Activity >> Could you write out every record below exactly, leaving the pictures out?
=== Source information ===
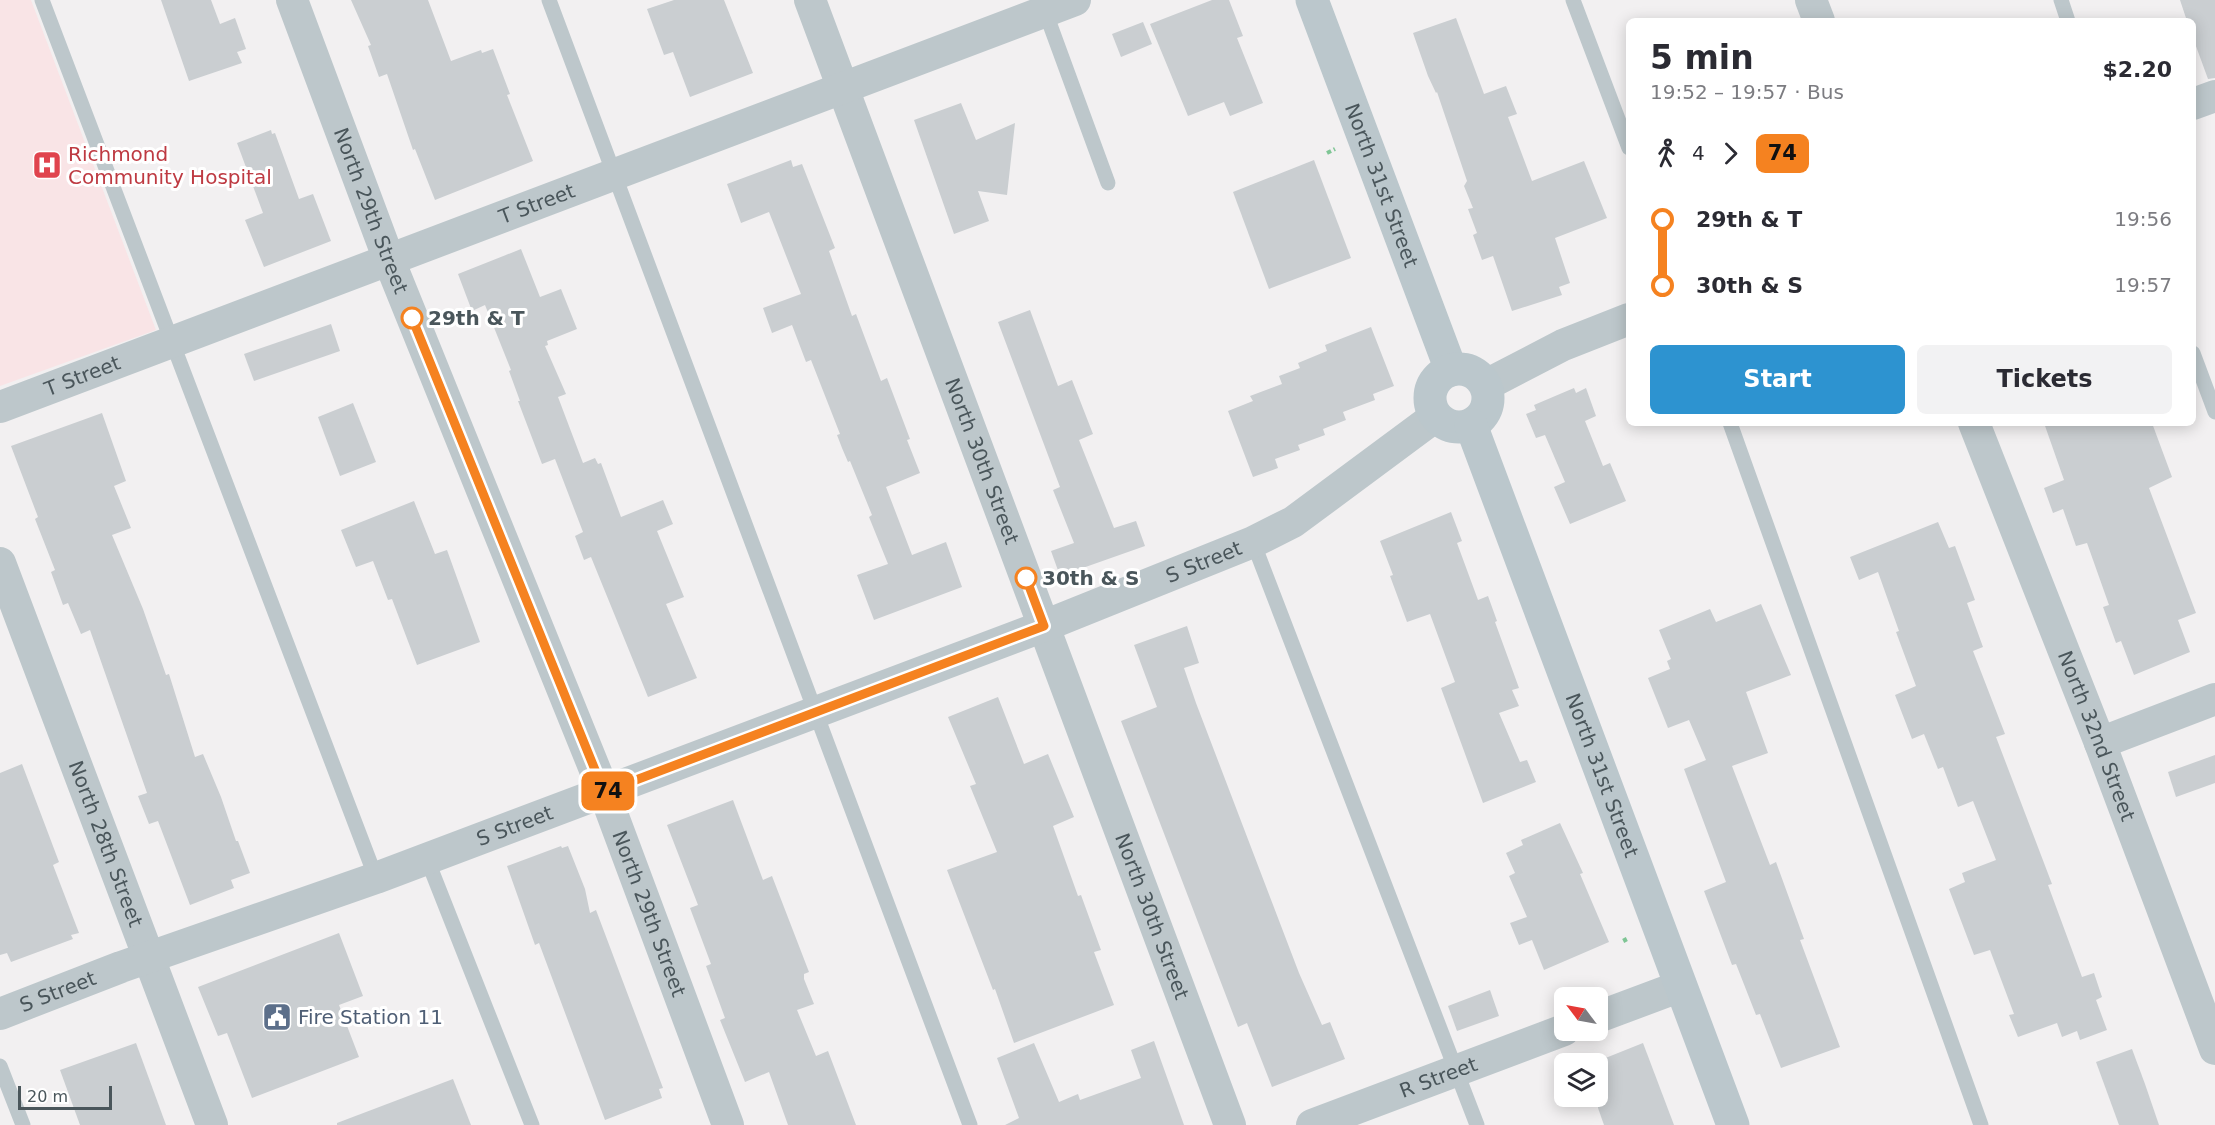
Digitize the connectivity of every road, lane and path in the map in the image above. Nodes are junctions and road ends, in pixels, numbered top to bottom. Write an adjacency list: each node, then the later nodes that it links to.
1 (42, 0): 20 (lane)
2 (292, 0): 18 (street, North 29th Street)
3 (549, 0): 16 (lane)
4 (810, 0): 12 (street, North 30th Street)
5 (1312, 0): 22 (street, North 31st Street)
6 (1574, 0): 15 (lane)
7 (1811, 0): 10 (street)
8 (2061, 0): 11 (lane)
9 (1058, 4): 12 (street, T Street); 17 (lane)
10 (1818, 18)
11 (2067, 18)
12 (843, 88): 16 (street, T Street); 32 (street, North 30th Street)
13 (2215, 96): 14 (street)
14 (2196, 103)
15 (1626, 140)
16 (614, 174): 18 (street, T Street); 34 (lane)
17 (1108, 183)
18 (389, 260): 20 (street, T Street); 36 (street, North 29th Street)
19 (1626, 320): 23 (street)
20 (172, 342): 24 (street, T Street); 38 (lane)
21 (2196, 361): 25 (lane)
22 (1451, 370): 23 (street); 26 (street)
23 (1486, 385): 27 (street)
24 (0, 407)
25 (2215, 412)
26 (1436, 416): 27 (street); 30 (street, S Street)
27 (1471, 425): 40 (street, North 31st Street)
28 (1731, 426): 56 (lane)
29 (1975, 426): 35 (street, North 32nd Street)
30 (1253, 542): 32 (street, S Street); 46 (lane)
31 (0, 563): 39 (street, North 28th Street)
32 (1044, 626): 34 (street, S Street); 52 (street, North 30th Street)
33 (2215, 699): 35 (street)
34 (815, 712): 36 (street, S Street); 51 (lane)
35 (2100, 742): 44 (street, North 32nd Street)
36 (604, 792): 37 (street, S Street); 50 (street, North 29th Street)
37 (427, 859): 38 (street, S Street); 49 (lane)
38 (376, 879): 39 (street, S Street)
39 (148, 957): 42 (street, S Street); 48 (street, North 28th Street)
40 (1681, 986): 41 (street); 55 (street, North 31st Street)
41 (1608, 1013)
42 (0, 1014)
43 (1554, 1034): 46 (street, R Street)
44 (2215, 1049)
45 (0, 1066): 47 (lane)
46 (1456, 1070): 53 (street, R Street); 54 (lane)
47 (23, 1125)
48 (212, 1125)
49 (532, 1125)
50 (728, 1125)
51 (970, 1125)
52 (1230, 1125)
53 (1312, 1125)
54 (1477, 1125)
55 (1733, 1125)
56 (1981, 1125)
===
Your response >>
Digitize the connectivity of every road, lane and path in the map in the image above. Nodes are junctions and road ends, in pixels, numbered top to bottom. Write an adjacency list: each node, then the later nodes that it links to.
1 (42, 0): 20 (lane)
2 (292, 0): 18 (street, North 29th Street)
3 (549, 0): 16 (lane)
4 (810, 0): 12 (street, North 30th Street)
5 (1312, 0): 22 (street, North 31st Street)
6 (1574, 0): 15 (lane)
7 (1811, 0): 10 (street)
8 (2061, 0): 11 (lane)
9 (1058, 4): 12 (street, T Street); 17 (lane)
10 (1818, 18)
11 (2067, 18)
12 (843, 88): 16 (street, T Street); 32 (street, North 30th Street)
13 (2215, 96): 14 (street)
14 (2196, 103)
15 (1626, 140)
16 (614, 174): 18 (street, T Street); 34 (lane)
17 (1108, 183)
18 (389, 260): 20 (street, T Street); 36 (street, North 29th Street)
19 (1626, 320): 23 (street)
20 (172, 342): 24 (street, T Street); 38 (lane)
21 (2196, 361): 25 (lane)
22 (1451, 370): 23 (street); 26 (street)
23 (1486, 385): 27 (street)
24 (0, 407)
25 (2215, 412)
26 (1436, 416): 27 (street); 30 (street, S Street)
27 (1471, 425): 40 (street, North 31st Street)
28 (1731, 426): 56 (lane)
29 (1975, 426): 35 (street, North 32nd Street)
30 (1253, 542): 32 (street, S Street); 46 (lane)
31 (0, 563): 39 (street, North 28th Street)
32 (1044, 626): 34 (street, S Street); 52 (street, North 30th Street)
33 (2215, 699): 35 (street)
34 (815, 712): 36 (street, S Street); 51 (lane)
35 (2100, 742): 44 (street, North 32nd Street)
36 (604, 792): 37 (street, S Street); 50 (street, North 29th Street)
37 (427, 859): 38 (street, S Street); 49 (lane)
38 (376, 879): 39 (street, S Street)
39 (148, 957): 42 (street, S Street); 48 (street, North 28th Street)
40 (1681, 986): 41 (street); 55 (street, North 31st Street)
41 (1608, 1013)
42 (0, 1014)
43 (1554, 1034): 46 (street, R Street)
44 (2215, 1049)
45 (0, 1066): 47 (lane)
46 (1456, 1070): 53 (street, R Street); 54 (lane)
47 (23, 1125)
48 (212, 1125)
49 (532, 1125)
50 (728, 1125)
51 (970, 1125)
52 (1230, 1125)
53 (1312, 1125)
54 (1477, 1125)
55 (1733, 1125)
56 (1981, 1125)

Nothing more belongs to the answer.